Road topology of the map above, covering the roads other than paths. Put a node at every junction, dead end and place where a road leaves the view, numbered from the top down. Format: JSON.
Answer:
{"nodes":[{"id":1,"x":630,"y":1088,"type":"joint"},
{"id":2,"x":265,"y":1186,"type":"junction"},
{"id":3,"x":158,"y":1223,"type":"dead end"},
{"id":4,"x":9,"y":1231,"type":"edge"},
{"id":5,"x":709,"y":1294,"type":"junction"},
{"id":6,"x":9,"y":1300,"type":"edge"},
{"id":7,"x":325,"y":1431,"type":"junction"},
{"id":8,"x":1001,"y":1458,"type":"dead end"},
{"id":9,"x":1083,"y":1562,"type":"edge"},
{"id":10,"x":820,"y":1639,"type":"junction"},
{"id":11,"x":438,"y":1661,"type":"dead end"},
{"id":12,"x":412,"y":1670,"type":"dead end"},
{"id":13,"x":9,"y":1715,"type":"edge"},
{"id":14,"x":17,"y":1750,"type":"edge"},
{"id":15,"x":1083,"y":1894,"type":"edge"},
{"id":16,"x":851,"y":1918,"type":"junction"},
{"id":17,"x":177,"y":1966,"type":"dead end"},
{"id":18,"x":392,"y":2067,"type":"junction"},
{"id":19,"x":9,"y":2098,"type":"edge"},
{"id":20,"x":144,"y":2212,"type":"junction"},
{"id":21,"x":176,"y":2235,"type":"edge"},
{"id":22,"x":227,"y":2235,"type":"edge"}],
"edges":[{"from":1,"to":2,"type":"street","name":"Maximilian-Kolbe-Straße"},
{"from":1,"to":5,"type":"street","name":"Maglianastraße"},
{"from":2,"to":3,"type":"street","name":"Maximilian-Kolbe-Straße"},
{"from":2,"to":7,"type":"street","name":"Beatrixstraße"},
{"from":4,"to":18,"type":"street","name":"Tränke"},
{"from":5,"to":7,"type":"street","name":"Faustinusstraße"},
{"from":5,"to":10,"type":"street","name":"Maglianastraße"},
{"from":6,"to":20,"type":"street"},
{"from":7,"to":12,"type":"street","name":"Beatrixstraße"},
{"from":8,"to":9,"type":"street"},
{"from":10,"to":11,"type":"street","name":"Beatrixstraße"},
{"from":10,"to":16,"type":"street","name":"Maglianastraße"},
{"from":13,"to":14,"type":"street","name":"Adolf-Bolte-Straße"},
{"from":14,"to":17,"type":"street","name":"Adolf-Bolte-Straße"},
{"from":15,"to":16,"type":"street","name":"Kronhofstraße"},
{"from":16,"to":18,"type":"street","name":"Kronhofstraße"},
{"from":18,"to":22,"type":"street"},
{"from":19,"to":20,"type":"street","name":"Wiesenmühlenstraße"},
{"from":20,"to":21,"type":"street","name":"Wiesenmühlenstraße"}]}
------
• _What is needed_
Make a verbatim copy of each record.

• _Reply_
Road topology of the map above, covering the roads other than paths. Put a node at every junction, dead end and place where a road leaves the view, numbered from the top down. Format: JSON.
Answer:
{"nodes":[{"id":1,"x":630,"y":1088,"type":"joint"},
{"id":2,"x":265,"y":1186,"type":"junction"},
{"id":3,"x":158,"y":1223,"type":"dead end"},
{"id":4,"x":9,"y":1231,"type":"edge"},
{"id":5,"x":709,"y":1294,"type":"junction"},
{"id":6,"x":9,"y":1300,"type":"edge"},
{"id":7,"x":325,"y":1431,"type":"junction"},
{"id":8,"x":1001,"y":1458,"type":"dead end"},
{"id":9,"x":1083,"y":1562,"type":"edge"},
{"id":10,"x":820,"y":1639,"type":"junction"},
{"id":11,"x":438,"y":1661,"type":"dead end"},
{"id":12,"x":412,"y":1670,"type":"dead end"},
{"id":13,"x":9,"y":1715,"type":"edge"},
{"id":14,"x":17,"y":1750,"type":"edge"},
{"id":15,"x":1083,"y":1894,"type":"edge"},
{"id":16,"x":851,"y":1918,"type":"junction"},
{"id":17,"x":177,"y":1966,"type":"dead end"},
{"id":18,"x":392,"y":2067,"type":"junction"},
{"id":19,"x":9,"y":2098,"type":"edge"},
{"id":20,"x":144,"y":2212,"type":"junction"},
{"id":21,"x":176,"y":2235,"type":"edge"},
{"id":22,"x":227,"y":2235,"type":"edge"}],
"edges":[{"from":1,"to":2,"type":"street","name":"Maximilian-Kolbe-Straße"},
{"from":1,"to":5,"type":"street","name":"Maglianastraße"},
{"from":2,"to":3,"type":"street","name":"Maximilian-Kolbe-Straße"},
{"from":2,"to":7,"type":"street","name":"Beatrixstraße"},
{"from":4,"to":18,"type":"street","name":"Tränke"},
{"from":5,"to":7,"type":"street","name":"Faustinusstraße"},
{"from":5,"to":10,"type":"street","name":"Maglianastraße"},
{"from":6,"to":20,"type":"street"},
{"from":7,"to":12,"type":"street","name":"Beatrixstraße"},
{"from":8,"to":9,"type":"street"},
{"from":10,"to":11,"type":"street","name":"Beatrixstraße"},
{"from":10,"to":16,"type":"street","name":"Maglianastraße"},
{"from":13,"to":14,"type":"street","name":"Adolf-Bolte-Straße"},
{"from":14,"to":17,"type":"street","name":"Adolf-Bolte-Straße"},
{"from":15,"to":16,"type":"street","name":"Kronhofstraße"},
{"from":16,"to":18,"type":"street","name":"Kronhofstraße"},
{"from":18,"to":22,"type":"street"},
{"from":19,"to":20,"type":"street","name":"Wiesenmühlenstraße"},
{"from":20,"to":21,"type":"street","name":"Wiesenmühlenstraße"}]}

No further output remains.